Islam, anti-semitism and France


We all remember the caricature of the last Messenger which appeared in European newspapers, some times more than once, as an act of solidarity with the Danish publishers where the cartoon originated. The worldwide reaction of Muslims ran the entire gamut of emotions from anger to demands that the offending cartoon be retracted to calls for the resignation of the cartoonist and/or the editor of the newspaper. European publishers insisted on their rights to a free press saying they would not be intimidated by any reaction no matter how violent or incendiary. Other publications printed the offending cartoon as an act of solidarity with the Danish publications. Sometime later, newspapers again published the cartoon, in my opinion, as an act of provocation hoping to get a reaction from Muslims which would be prominently displayed across the front page of newspapers around the world, but the basic premise of freedom of the press to publish a cartoon even if billions of people found it offensive was always the reason given for the cartoon’s publication. Editors, reporters, et.al all cited the right to a free press to publish unfettered any and everything deemed by them relevant to find its way on the printed page, no matter how many people it upset, no matter which religion was attacked.

Advance a short time later to 2008 and we find this headline.

Satirist sparks uproar with Sarkozy son Jewish jibe

and this one.

Cartoonist gets death threats over Sarkozy ‘Jew” quip

From the former headline:

A French newspaper satirist has sparked a feverish tug-of-war over free speech and anti-Semitism with a biting column on the engagement of President Nicolas Sarkozy’s son to a Jewish heiress.

Published on July 2 in the satirical weekly Charlie Hebdo, the piece cost the 79-year-old Sine, a veteran cartoonist and anarchist writer whose real name is Maurice Sinet, his job after he refused to apologise.

Since then it has unleashed a torrent of op-ed articles, blog entries, petitions and counter-petitions as French writers, politicians and armchair commentators line up to vilify or defend him.

A lifelong provocateur whose previous targets have included Muslim fundamentalists and gays, Sine finally went to the police after a website published a call for him to be murdered, his lawyer said on Sunday.

Explaining what the uproar is all about, the second link writes.

L’affaire Siné, as it is known, began a month ago when the cartoonist wrote a column in Charlie Hebdo, a satirical weekly, about the engagement of Mr Sarkozy, 21, to Jessica Sebaoun-Darty, the Jewish heiress of an electronic goods chain.

Sinet repeated an unfounded rumour that the son of the President planned to become Jewish and added: “He’ll go a long way in life, that little lad.”

The remark caused fury amid claims that it alluded to age-old prejudices about Jews and money.

With the press speculating that Mr Sarkozy could sue Charlie Hebdo, Philippe Val, its editor, asked Sinet to apologise.

“I’d rather cut my balls off,” he replied.

He was fired and Mr Val said that his comments “could be interpreted as making a link between the conversion to Judaism and social success and that was neither acceptable nor defendable in court”.

What I find amazing is the swiftness with which some people found the material offensive and retribution for the offense demanded, and the call by people who said the press had the right to publish material offensive to Muslims supporting the firing of someone who made at best a passing remark about Jewishness.
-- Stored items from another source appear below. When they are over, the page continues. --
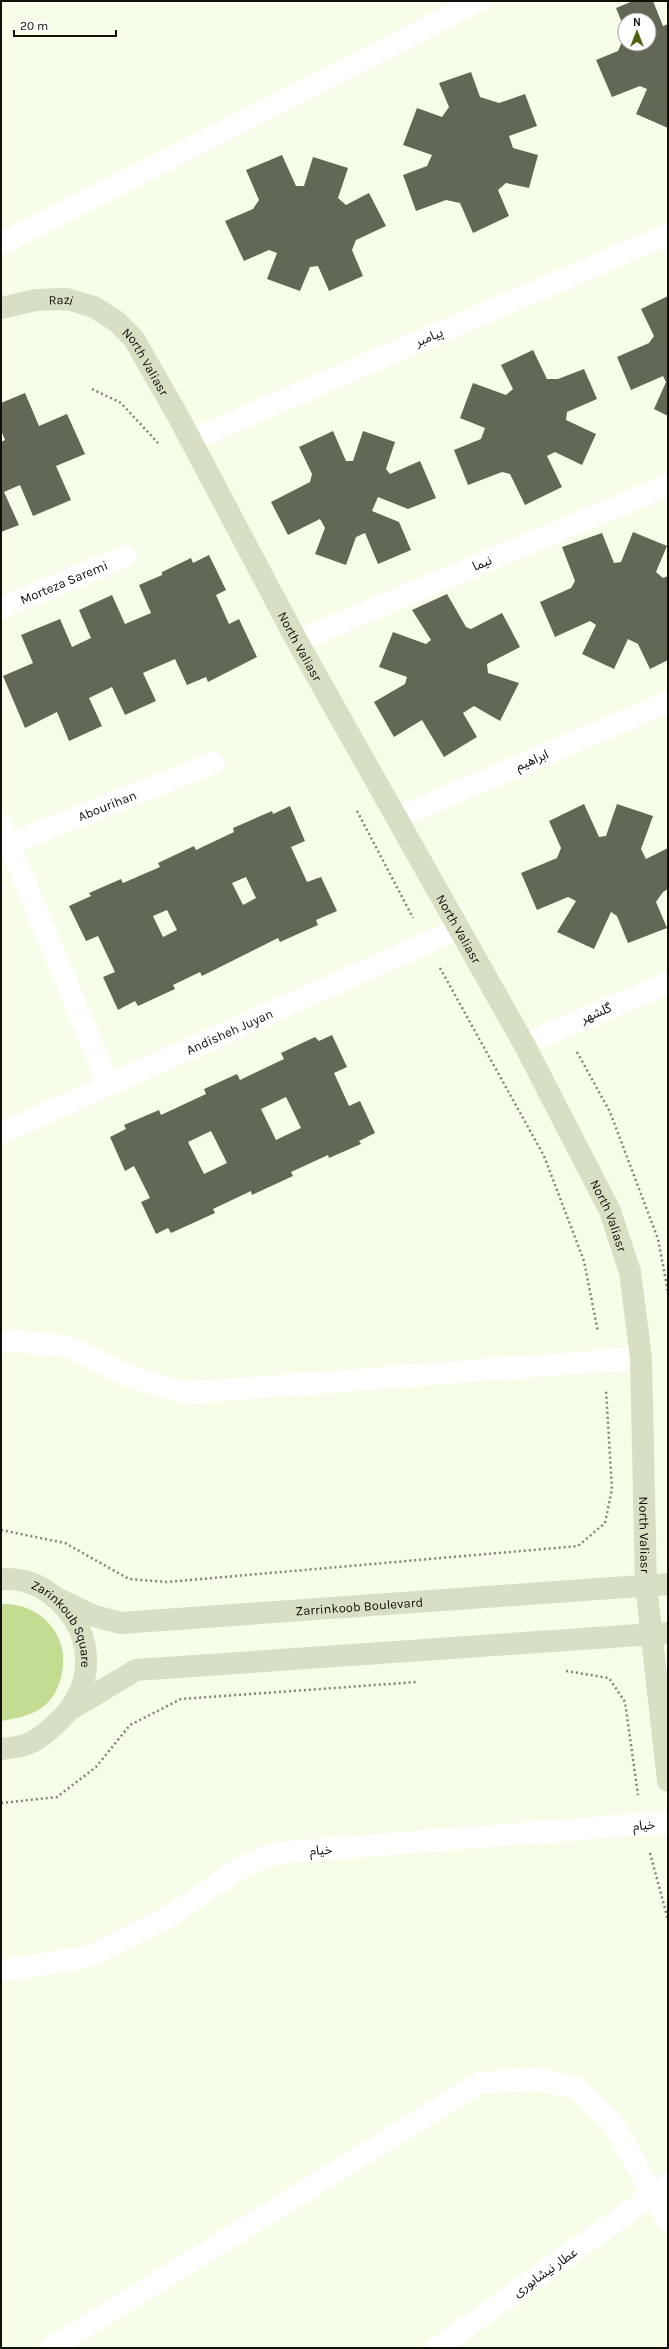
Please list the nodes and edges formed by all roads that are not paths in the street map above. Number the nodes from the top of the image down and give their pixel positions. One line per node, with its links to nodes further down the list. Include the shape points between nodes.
1 (479, 1): 3 (street)
2 (668, 234): 6 (street, پیامبر)
3 (1, 244)
4 (1, 308): 5 (street, Razi, via 36,300 67,299 94,307)
5 (116, 321): 6 (street, North Valiasr, via 137,345)
6 (190, 440): 10 (street, North Valiasr)
7 (668, 485): 10 (street, نیما)
8 (126, 556): 9 (street, Morteza Saremi)
9 (1, 608)
10 (296, 641): 13 (street, North Valiasr)
11 (668, 702): 13 (street, ابراهیم)
12 (214, 763): 14 (street, Abourihan)
13 (396, 818): 15 (street, North Valiasr)
14 (4, 838): 18 (street)
15 (458, 929): 17 (street, North Valiasr); 18 (street, Andisheh Juyan)
16 (668, 983): 17 (street, گلشهر)
17 (524, 1044): 21 (street, North Valiasr, via 610,1211 630,1272)
18 (109, 1085): 19 (street, Andisheh Juyan)
19 (1, 1133)
20 (1, 1342): 21 (street, via 12,1340 68,1347 134,1378 186,1393)
21 (641, 1358): 24 (street, North Valiasr)
22 (1, 1579): 25 (street, Zarinkoub Square, via 30,1582)
23 (668, 1584): 24 (street, Zarrinkoob Boulevard)
24 (646, 1586): 25 (street, Zarrinkoob Boulevard, via 121,1623 94,1616); 26 (street, North Valiasr)
25 (54, 1597): 27 (street, Zarinkoub Square, via 72,1615 82,1635 86,1659 80,1695)
26 (659, 1634): 27 (street, via 136,1670); 29 (street, North Valiasr)
27 (71, 1709): 28 (street, Zarinkoub Square, via 40,1738 25,1745)
28 (1, 1749)
29 (668, 1781)
30 (668, 1822): 31 (street, خیام, via 277,1853 240,1868 170,1916 88,1957)
31 (1, 1970)
32 (660, 2190): 33 (street); 34 (street, via 612,2122 577,2088 535,2079 479,2083); 35 (street, عطار نیشابوری)
33 (668, 2221)
34 (51, 2348)
35 (437, 2348)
With regards to French Jews, or Judaism, the press does not have the right to offend and should be concerned with French-Jewish reaction, it’s just that someone forgot to tell Monsieur Sinet that. It’s interesting how the reaction to Sinet’s cartoon follows closely the reaction Muslims had to offending material in the past, including the call by some in the Jewish community for Monsieur Sinet’s death! Shades of Salman Rushdie perhaps?